After the hiring manager found you by searching for certain keywords, you need to convince them you have the entire package — experience, skills and credentials — they seek. Submitting a generic resume isn’t making the manager’s job easy. It’s likely to lead the recruiter to skip over it and go on to the next candidate.

Instead, figure out what the employer wants to see and make it easy for them to see it. A summary statement is a good place to speak directly to the manager. These few sentences should highlight your most relevant and impressive skills and accomplishments. Use active verbs and stay away from buzzwords. Focus on the qualifications the job posting emphasizes. It goes without saying that you should submit a slightly different resume for each payroll job you apply for.

3. Highlight your core payroll skills

When an employer picks up your resume, the first thing they look for is your direct payroll experience, such as:

  • Payroll systems (Sage, ADP, Lawson, Kronos, Paycom and so on)
  • Credentials like the CPP (Certified Payroll Professional)
  • Multistate and/or Canadian payroll
  • Recent coursework in taxation and regulatory compliance

Many payroll jobs are blended with other related roles, especially in smaller businesses. When applying for one of these hybrid positions, be sure to mention your skills in benefits administration, onboarding/training, administrative support or accounting. Take advantage of the cover letter to draw attention to key aspects of your payroll resume, such as a payroll certification, and play up the breadth and depth of your industry knowledge.

4. Show off your technical abilities

Payroll is relying more and more on cloud-based platforms, not only for payroll processing but also for financial reporting and generating operational data. As such, tech skills can really make a payroll resume stand out. So if you’ve got them, flaunt them. Mention your proficiencies, especially with Microsoft Excel. List all the payroll, accounting and HRIS (human resources information system) software you know. What’s more, tell prospective employers you enjoy working with technology and are eager to learn new systems.
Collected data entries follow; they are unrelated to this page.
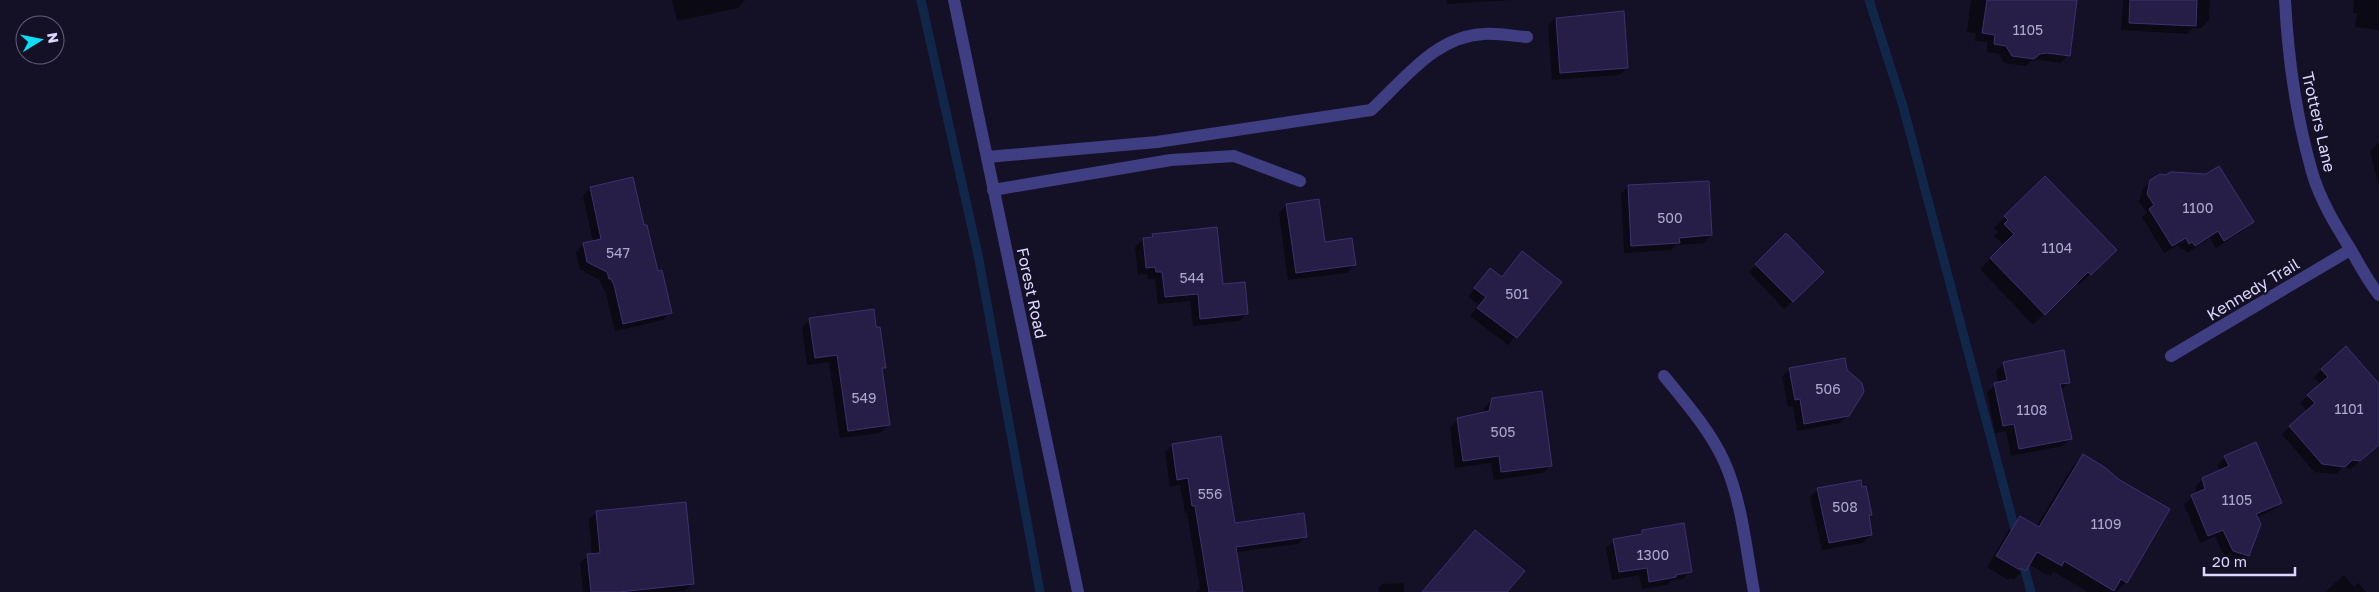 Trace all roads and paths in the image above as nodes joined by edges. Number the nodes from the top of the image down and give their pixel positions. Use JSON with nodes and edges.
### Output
{"nodes":[{"id":1,"x":954,"y":0,"type":"edge"},
{"id":2,"x":2285,"y":0,"type":"edge"},
{"id":3,"x":1527,"y":37,"type":"dead end"},
{"id":4,"x":987,"y":157,"type":"junction"},
{"id":5,"x":1300,"y":181,"type":"dead end"},
{"id":6,"x":994,"y":190,"type":"junction"},
{"id":7,"x":2350,"y":250,"type":"junction"},
{"id":8,"x":2379,"y":295,"type":"edge"},
{"id":9,"x":2172,"y":356,"type":"dead end"},
{"id":10,"x":1664,"y":376,"type":"dead end"},
{"id":11,"x":1078,"y":592,"type":"edge"},
{"id":12,"x":1754,"y":592,"type":"edge"}],
"edges":[{"from":1,"to":4,"type":"street","name":"Forest Road"},
{"from":2,"to":7,"type":"street","name":"Trotters Lane"},
{"from":3,"to":4,"type":"street"},
{"from":4,"to":6,"type":"street","name":"Forest Road"},
{"from":5,"to":6,"type":"street"},
{"from":6,"to":11,"type":"street","name":"Forest Road"},
{"from":7,"to":8,"type":"street","name":"Trotters Lane"},
{"from":7,"to":9,"type":"street","name":"Kennedy Trail"},
{"from":10,"to":12,"type":"street"}]}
5. Demonstrate your soft skills

While it’s true that today’s payroll jobs are highly technical, much of what a payroll specialist does still relates to people and personality traits. There are new employees to process and possibly onboard. When an employee’s paycheck has an error, it’s up to payroll to troubleshoot and resolve that issue. You also have to be able to work well with colleagues within and outside of payroll. All of that requires self-initiative, creative thinking, and excellent written and verbal communication skills. Bilingual abilities are a bonus. Make sure all this comes across in your resume.
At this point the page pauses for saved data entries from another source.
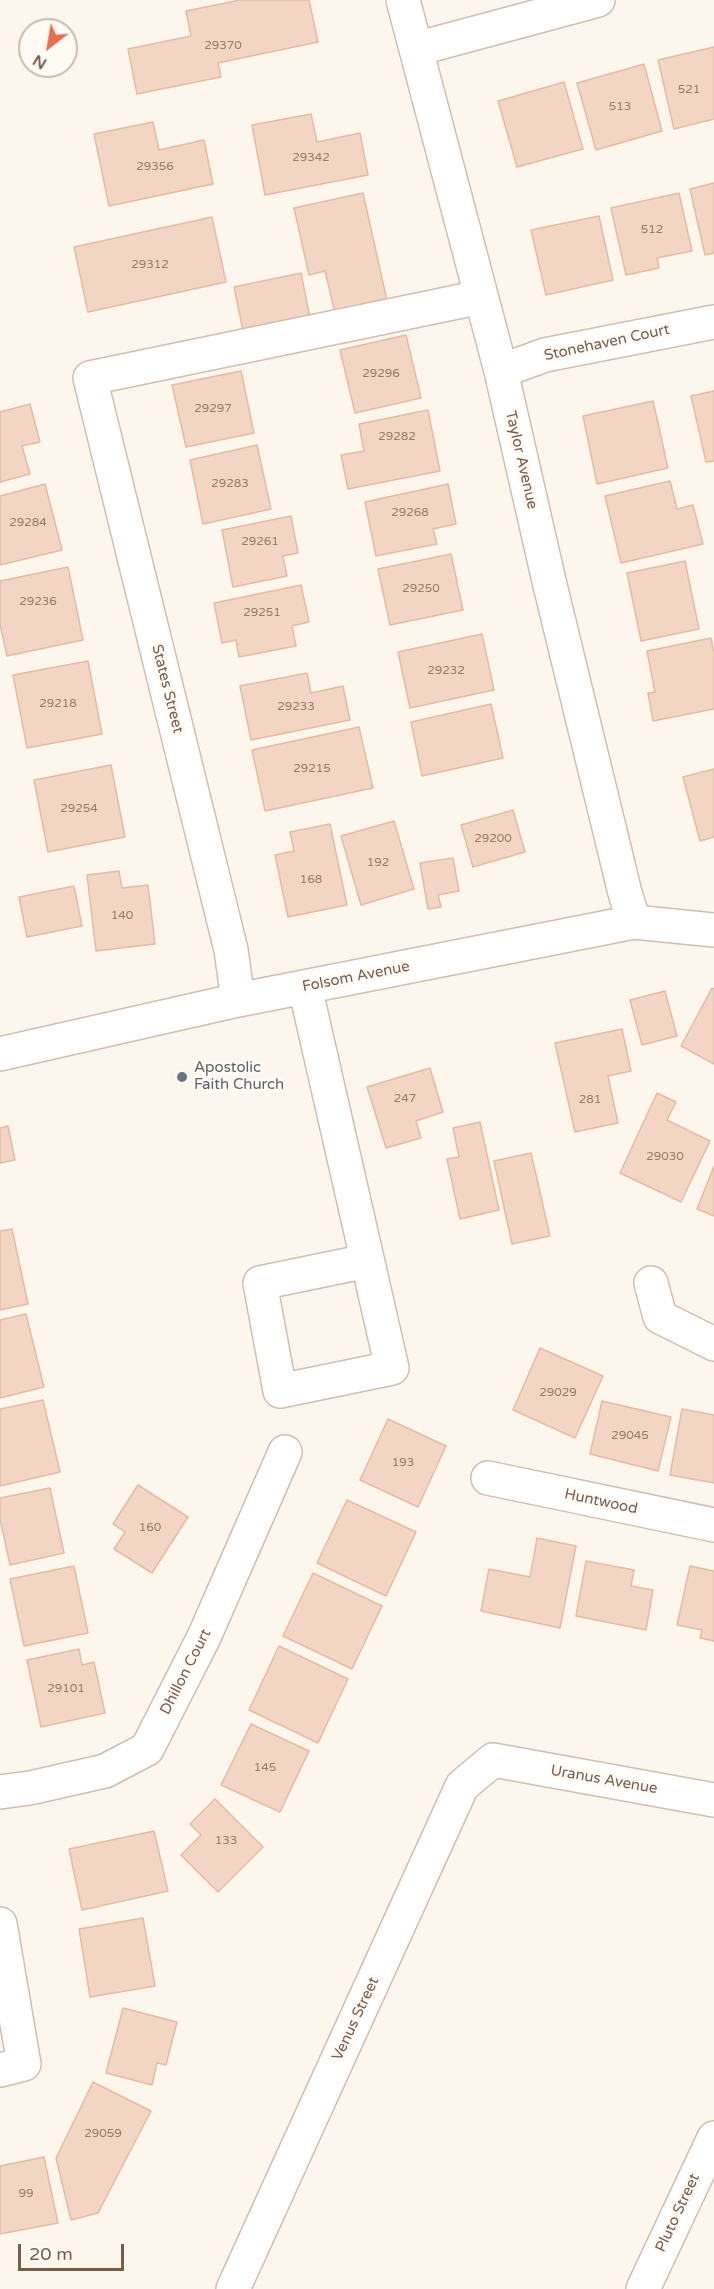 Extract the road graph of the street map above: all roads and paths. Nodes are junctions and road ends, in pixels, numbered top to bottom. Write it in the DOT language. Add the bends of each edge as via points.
graph roads {
  1 [pos="403,0"];
  2 [pos="598,0"];
  3 [pos="416,49"];
  4 [pos="481,297"];
  5 [pos="714,322"];
  6 [pos="501,371"];
  7 [pos="634,922"];
  8 [pos="714,930"];
  9 [pos="305,987"];
  10 [pos="238,1000"];
  11 [pos="0,1054"];
  12 [pos="367,1261"];
  13 [pos="651,1283"];
  14 [pos="714,1344"];
  15 [pos="285,1452"];
  16 [pos="488,1478"];
  17 [pos="714,1526"];
  18 [pos="493,1760"];
  19 [pos="0,1792"];
  20 [pos="714,1800"];
  21 [pos="0,1924"];
  22 [pos="12,2067"];
  23 [pos="714,2138"];
  24 [pos="233,2289"];
  25 [pos="643,2289"];
  1 -- 3 [label="street, Taylor Avenue"];
  2 -- 3 [label="street"];
  3 -- 4 [label="street, Taylor Avenue"];
  4 -- 6 [label="street, Taylor Avenue"];
  4 -- 10 [label="street, States Street" via="90,378 231,950"];
  5 -- 6 [label="street, Stonehaven Court" via="545,355"];
  6 -- 7 [label="street, Taylor Avenue"];
  7 -- 8 [label="street, Folsom Avenue"];
  7 -- 9 [label="street, Folsom Avenue"];
  9 -- 10 [label="street, Folsom Avenue"];
  9 -- 12 [label="street"];
  10 -- 11 [label="street, Folsom Avenue"];
  12 -- 12 [label="street" via="392,1368 280,1391 260,1283"];
  13 -- 14 [label="street" via="660,1317"];
  15 -- 19 [label="street, Dhillon Court" via="204,1637 147,1749 105,1771"];
  16 -- 17 [label="street, Huntwood"];
  18 -- 20 [label="street, Uranus Avenue"];
  18 -- 24 [label="street, Venus Street" via="462,1786"];
  21 -- 22 [label="street"];
  23 -- 25 [label="street, Pluto Street"];
}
Don’t just list your interpersonal skills; tell how you’ve used them. For example, describe a time a non-finance colleague complimented you on how understandable a presentation you gave was because you tailored it to your audience and didn’t fill it with payroll-specific terms others wouldn’t know. Or, if you speak a second language, give anecdotes about how you were able to help an employee your coworkers couldn’t.

Your payroll resume is a sales brochure with one purpose: to convince prospective employers to contact you for an interview. So make it easy by “speaking” directly to them and their needs.